Vergangene Woche besuchte Michael Landau Vorarlberg: Der Präsident der Caritas Österreich und Bischof Benno Elbs haben in Bregenz ihre aktuellen Bücher vorgestellt. Das KirchenBlatt traf Landau zum Interview. Heute, Donnerstag 27. Oktober, ist Landau zum Auftakt der Inlandskampagne der Caritas wiederum im Land. Er besucht Caritas-Einrichtungen und gibt gemeinsam mit Caritas-Bischof Benno Elbs und dem Vorarlberger Caritas-Direktor Walter Schmolly eine Pressekonferenz.

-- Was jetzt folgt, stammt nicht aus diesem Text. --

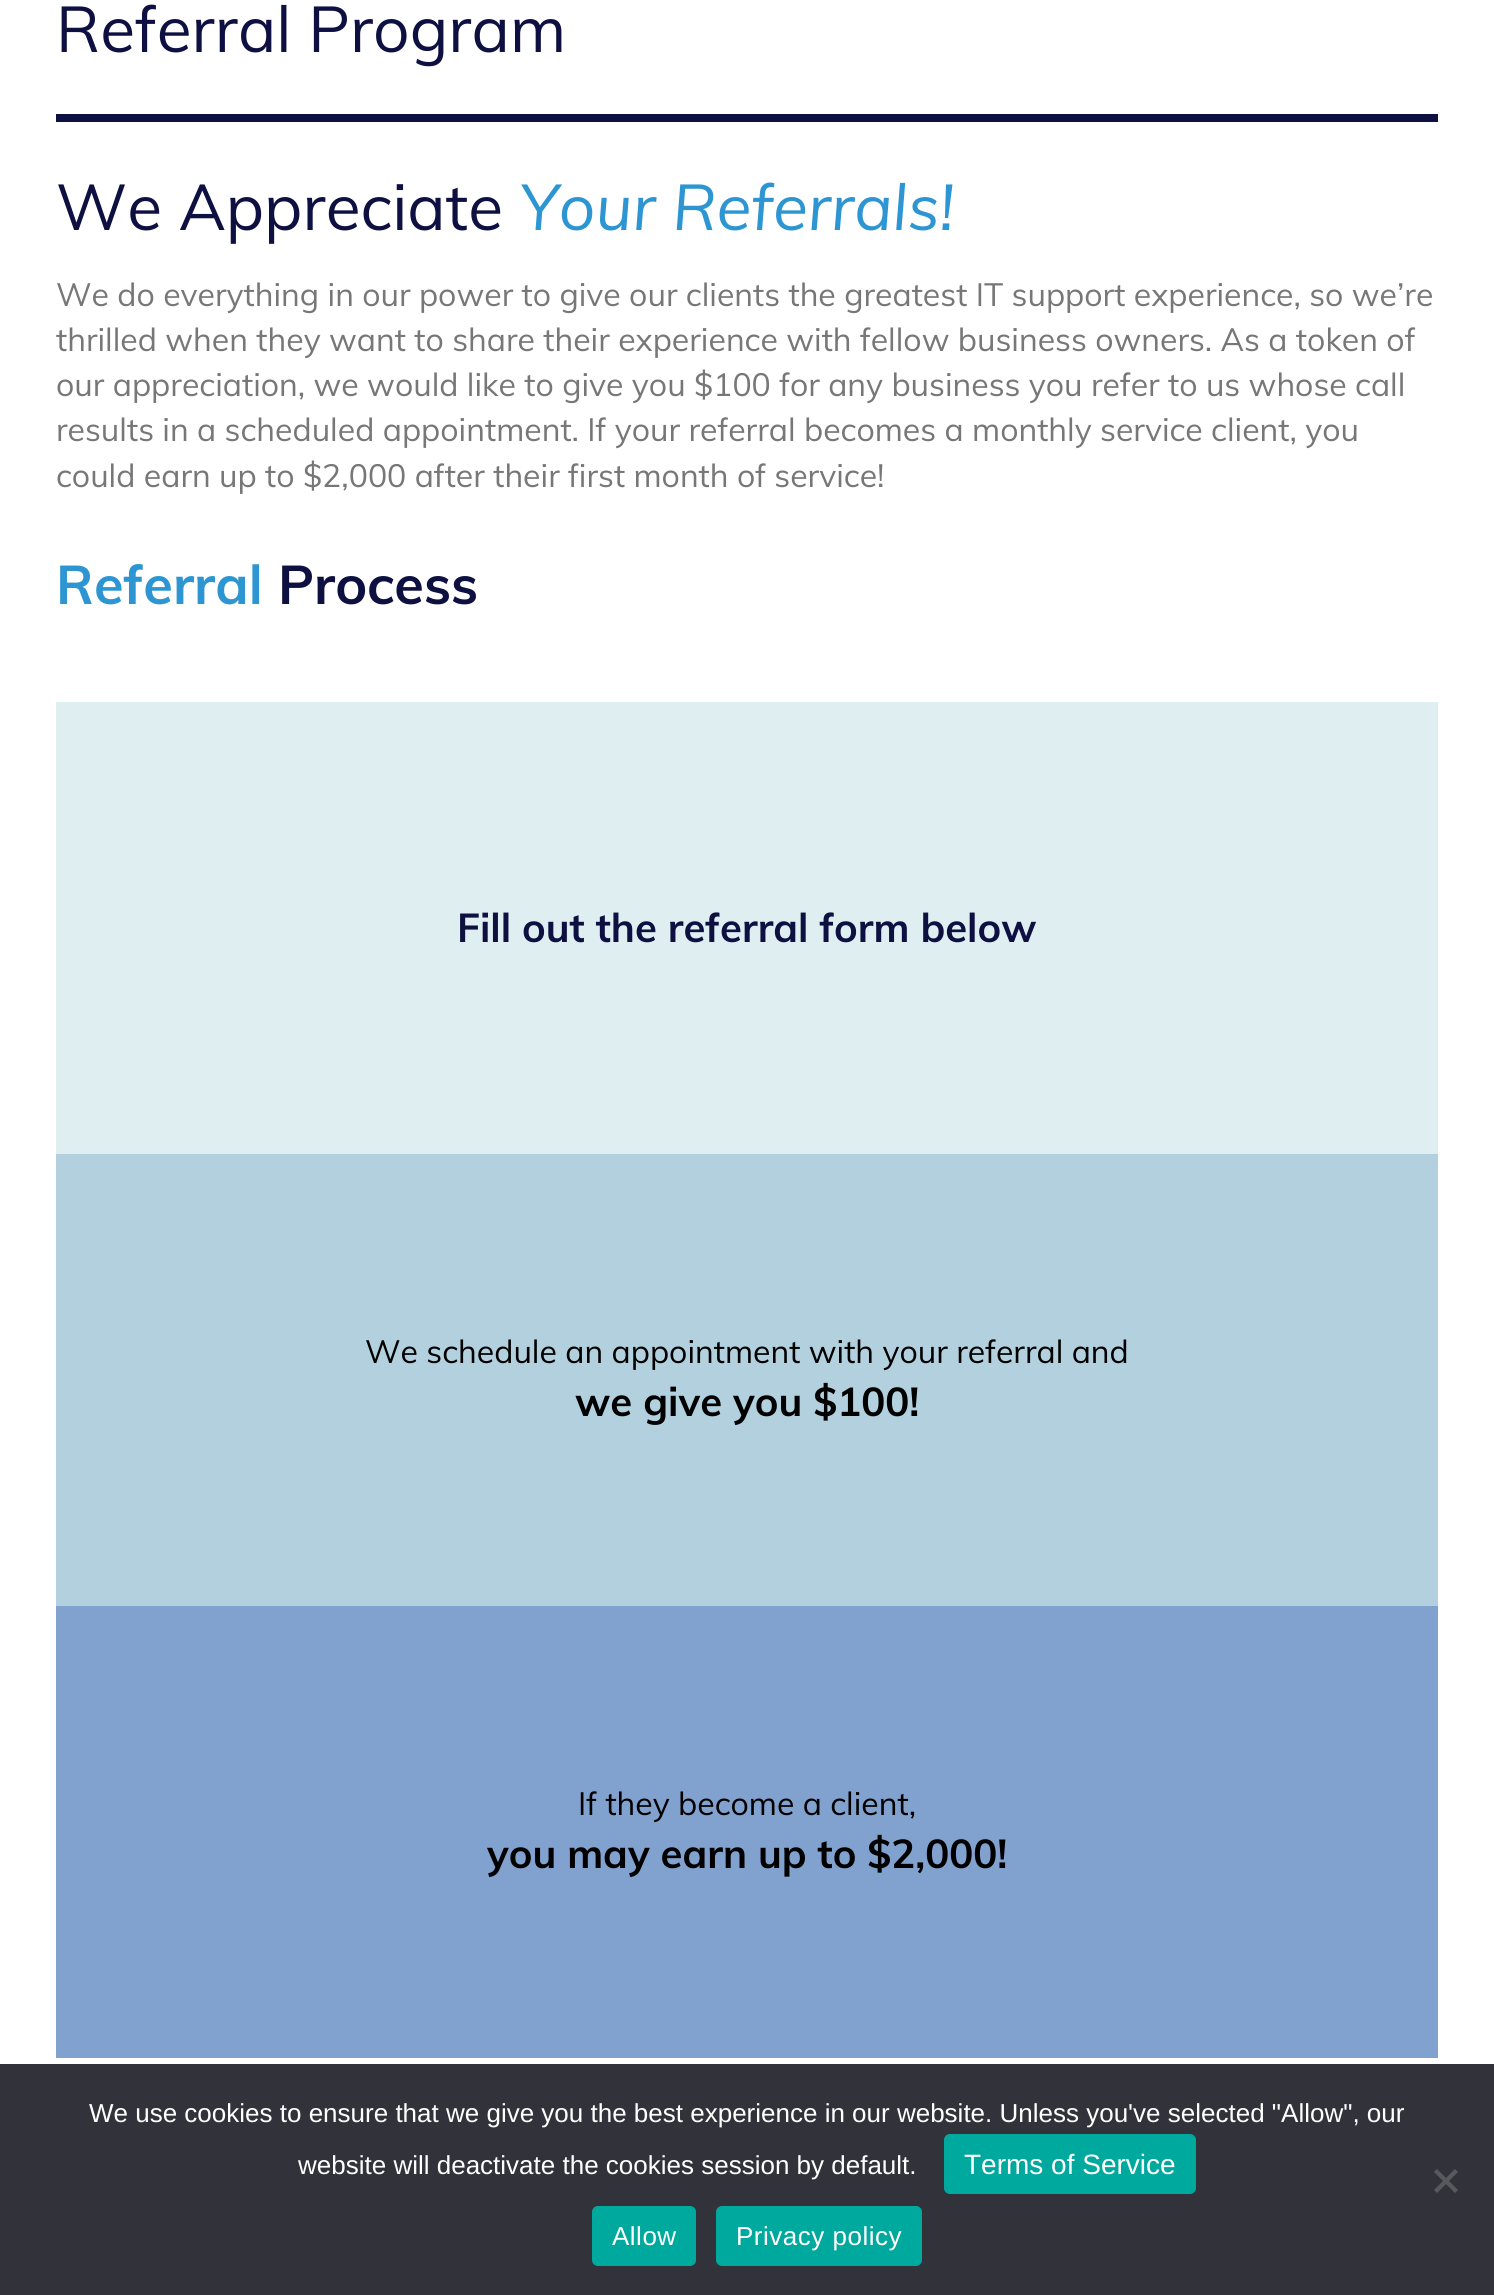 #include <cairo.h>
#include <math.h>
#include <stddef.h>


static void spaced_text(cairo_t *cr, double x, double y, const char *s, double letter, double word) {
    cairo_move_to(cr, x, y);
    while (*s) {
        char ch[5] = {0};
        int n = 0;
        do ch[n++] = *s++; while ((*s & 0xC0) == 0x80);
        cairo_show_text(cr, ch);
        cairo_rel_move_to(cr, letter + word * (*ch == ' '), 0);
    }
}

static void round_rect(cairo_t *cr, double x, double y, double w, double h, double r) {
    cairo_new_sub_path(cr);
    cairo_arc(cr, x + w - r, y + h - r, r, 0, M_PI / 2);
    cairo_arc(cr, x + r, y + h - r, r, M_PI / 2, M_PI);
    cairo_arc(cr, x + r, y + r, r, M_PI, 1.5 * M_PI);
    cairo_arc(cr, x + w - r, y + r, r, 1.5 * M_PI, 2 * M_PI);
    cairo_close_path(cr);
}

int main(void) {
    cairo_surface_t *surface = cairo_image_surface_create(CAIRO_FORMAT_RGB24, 1494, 2295);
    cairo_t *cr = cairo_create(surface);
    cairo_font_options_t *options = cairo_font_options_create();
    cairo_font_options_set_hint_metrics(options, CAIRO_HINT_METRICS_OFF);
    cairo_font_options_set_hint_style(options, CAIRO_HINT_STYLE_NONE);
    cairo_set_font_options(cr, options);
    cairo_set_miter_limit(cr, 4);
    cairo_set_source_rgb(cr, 1, 1, 1);
    cairo_paint(cr);
    cairo_select_font_face(cr, "Muli", CAIRO_FONT_SLANT_NORMAL, CAIRO_FONT_WEIGHT_NORMAL);
    cairo_set_font_size(cr, 64);
    cairo_set_source_rgb(cr, 0.055, 0.063, 0.255);
    cairo_move_to(cr, 56, 52);
    cairo_show_text(cr, "Referral Program");
    cairo_rectangle(cr, 56, 114, 1382, 8);
    cairo_fill(cr);
    cairo_move_to(cr, 56, 230);
    cairo_show_text(cr, "We Appreciate");
    cairo_select_font_face(cr, "Muli", CAIRO_FONT_SLANT_ITALIC, CAIRO_FONT_WEIGHT_NORMAL);
    cairo_set_source_rgb(cr, 0.176, 0.588, 0.824);
    cairo_move_to(cr, 520, 230);
    cairo_show_text(cr, "Your Referrals!");
    cairo_select_font_face(cr, "Muli", CAIRO_FONT_SLANT_NORMAL, CAIRO_FONT_WEIGHT_NORMAL);
    cairo_set_font_size(cr, 32);
    cairo_set_source_rgb(cr, 0.467, 0.467, 0.467);
    cairo_move_to(cr, 56, 306);
    cairo_show_text(cr, "We do everything in our power to give our clients the greatest IT support experience, so we’re");
    cairo_move_to(cr, 56, 351);
    cairo_show_text(cr, "thrilled when they want to share their experience with fellow business owners. As a token of");
    cairo_move_to(cr, 56, 396);
    cairo_show_text(cr, "our appreciation, we would like to give you $100 for any business you refer to us whose call");
    cairo_move_to(cr, 56, 441);
    cairo_show_text(cr, "results in a scheduled appointment. If your referral becomes a monthly service client, you");
    cairo_move_to(cr, 56, 487);
    cairo_show_text(cr, "could earn up to $2,000 after their first month of service!");
    cairo_select_font_face(cr, "Muli", CAIRO_FONT_SLANT_NORMAL, CAIRO_FONT_WEIGHT_BOLD);
    cairo_set_font_size(cr, 54);
    cairo_set_source_rgb(cr, 0.176, 0.588, 0.824);
    cairo_move_to(cr, 56, 604);
    cairo_show_text(cr, "Referral");
    cairo_set_source_rgb(cr, 0.055, 0.063, 0.255);
    cairo_move_to(cr, 278, 604);
    cairo_show_text(cr, "Process");
    cairo_set_source_rgb(cr, 0.875, 0.937, 0.945);
    cairo_rectangle(cr, 56, 702, 1382, 452);
    cairo_fill(cr);
    cairo_set_font_size(cr, 40);
    cairo_set_source_rgb(cr, 0.055, 0.063, 0.255);
    cairo_move_to(cr, 457, 942);
    cairo_show_text(cr, "Fill out the referral form below");
    cairo_set_source_rgb(cr, 0.698, 0.816, 0.871);
    cairo_rectangle(cr, 56, 1154, 1382, 452);
    cairo_fill(cr);
    cairo_select_font_face(cr, "Muli", CAIRO_FONT_SLANT_NORMAL, CAIRO_FONT_WEIGHT_NORMAL);
    cairo_set_font_size(cr, 32);
    cairo_set_source_rgb(cr, 0, 0, 0);
    cairo_move_to(cr, 365, 1363);
    cairo_show_text(cr, "We schedule an appointment with your referral and");
    cairo_select_font_face(cr, "Muli", CAIRO_FONT_SLANT_NORMAL, CAIRO_FONT_WEIGHT_BOLD);
    cairo_set_font_size(cr, 40);
    cairo_move_to(cr, 575, 1416);
    cairo_show_text(cr, "we give you $100!");
    cairo_set_source_rgb(cr, 0.506, 0.631, 0.808);
    cairo_rectangle(cr, 56, 1606, 1382, 452);
    cairo_fill(cr);
    cairo_select_font_face(cr, "Muli", CAIRO_FONT_SLANT_NORMAL, CAIRO_FONT_WEIGHT_NORMAL);
    cairo_set_font_size(cr, 32);
    cairo_set_source_rgb(cr, 0, 0, 0);
    cairo_move_to(cr, 578, 1815);
    cairo_show_text(cr, "If they become a client,");
    cairo_select_font_face(cr, "Muli", CAIRO_FONT_SLANT_NORMAL, CAIRO_FONT_WEIGHT_BOLD);
    cairo_set_font_size(cr, 40);
    cairo_move_to(cr, 487, 1868);
    cairo_show_text(cr, "you may earn up to $2,000!");
    cairo_set_source_rgb(cr, 0.196, 0.196, 0.227);
    cairo_rectangle(cr, 0, 2064, 1494, 231);
    cairo_fill(cr);
    cairo_select_font_face(cr, "Liberation Sans", CAIRO_FONT_SLANT_NORMAL, CAIRO_FONT_WEIGHT_NORMAL);
    cairo_set_font_size(cr, 26);
    cairo_set_source_rgb(cr, 1, 1, 1);
    cairo_move_to(cr, 89, 2122);
    cairo_show_text(cr, "We use cookies to ensure that we give you the best experience in our website. Unless you've selected \"Allow\", our");
    cairo_move_to(cr, 298, 2174);
    cairo_show_text(cr, "website will deactivate the cookies session by default.");
    cairo_set_source_rgb(cr, 0, 0.663, 0.616);
    round_rect(cr, 944, 2134, 252, 60, 6);
    cairo_fill(cr);
    cairo_set_font_size(cr, 28);
    cairo_set_source_rgb(cr, 1, 1, 1);
    cairo_move_to(cr, 964, 2174);
    cairo_show_text(cr, "Terms of Service");
    cairo_set_source_rgb(cr, 0.349, 0.349, 0.365);
    cairo_new_path(cr);
    cairo_move_to(cr, 1455, 2169);
    cairo_line_to(cr, 1458, 2172);
    cairo_line_to(cr, 1437, 2193);
    cairo_line_to(cr, 1434, 2190);
    cairo_close_path(cr);
    cairo_fill(cr);
    cairo_new_path(cr);
    cairo_move_to(cr, 1434, 2172);
    cairo_line_to(cr, 1437, 2169);
    cairo_line_to(cr, 1458, 2190);
    cairo_line_to(cr, 1455, 2193);
    cairo_close_path(cr);
    cairo_fill(cr);
    cairo_set_source_rgb(cr, 0, 0.663, 0.616);
    round_rect(cr, 592, 2206, 104, 60, 6);
    cairo_fill(cr);
    cairo_set_font_size(cr, 26);
    cairo_set_source_rgb(cr, 1, 1, 1);
    spaced_text(cr, 612, 2245, "Allow", 0.5, 0);
    cairo_set_source_rgb(cr, 0, 0.663, 0.616);
    round_rect(cr, 716, 2206, 206, 60, 6);
    cairo_fill(cr);
    cairo_set_source_rgb(cr, 1, 1, 1);
    spaced_text(cr, 736, 2245, "Privacy policy", 0.5, 0);
    cairo_surface_write_to_png(surface, "page.png");
    cairo_font_options_destroy(options);
    cairo_destroy(cr);
    cairo_surface_destroy(surface);
    return 0;
}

Interview: Dietmar Steinmair

Herr Landau, CSU-Generalsekretär Andreas Scheuer sagte unlängst, der Begriff "Barmherzigkeit" gefalle ihm für einen Politiker nicht, das überlasse er besser den Kirchenleuten. Er sage lieber "Humanität" dazu. Ist Barmherzigkeit wirklich nur etwas für die Kirche?
Michael Landau: Wenn Politiker außer Streit stellen würden, alle Menschen zunächst als Menschen zu behandeln - und das heißt ja "Humanität" - dann wäre damit schon viel gewonnen. Zum Beispiel außer Streit zu stellen, dass Menschen auch dort, wo sie kein Asyl erhalten, menschlich behandelt und in ihrer Würde geachtet werden.
Ich glaube die Kirche ist hier in einer doppelten Weise gefordert: Zunächst im Einsatz für Gerechtigkeit. Und wenn alle Erfordernisse der Gerechtigkeit erfüllt sind, ist immer noch ein weiter Raum für die Liebe. So besehen ist die Kirche schon sehr gut beraten, beim "Tatwort" Barmherzigkeit zu bleiben, das nicht nur gesprochen, sondern gelebt werden will. Ich habe hier Johann Baptist Metz vor Augen, der sagt: "Es gibt kein Leid auf der Welt, das uns nichts angeht."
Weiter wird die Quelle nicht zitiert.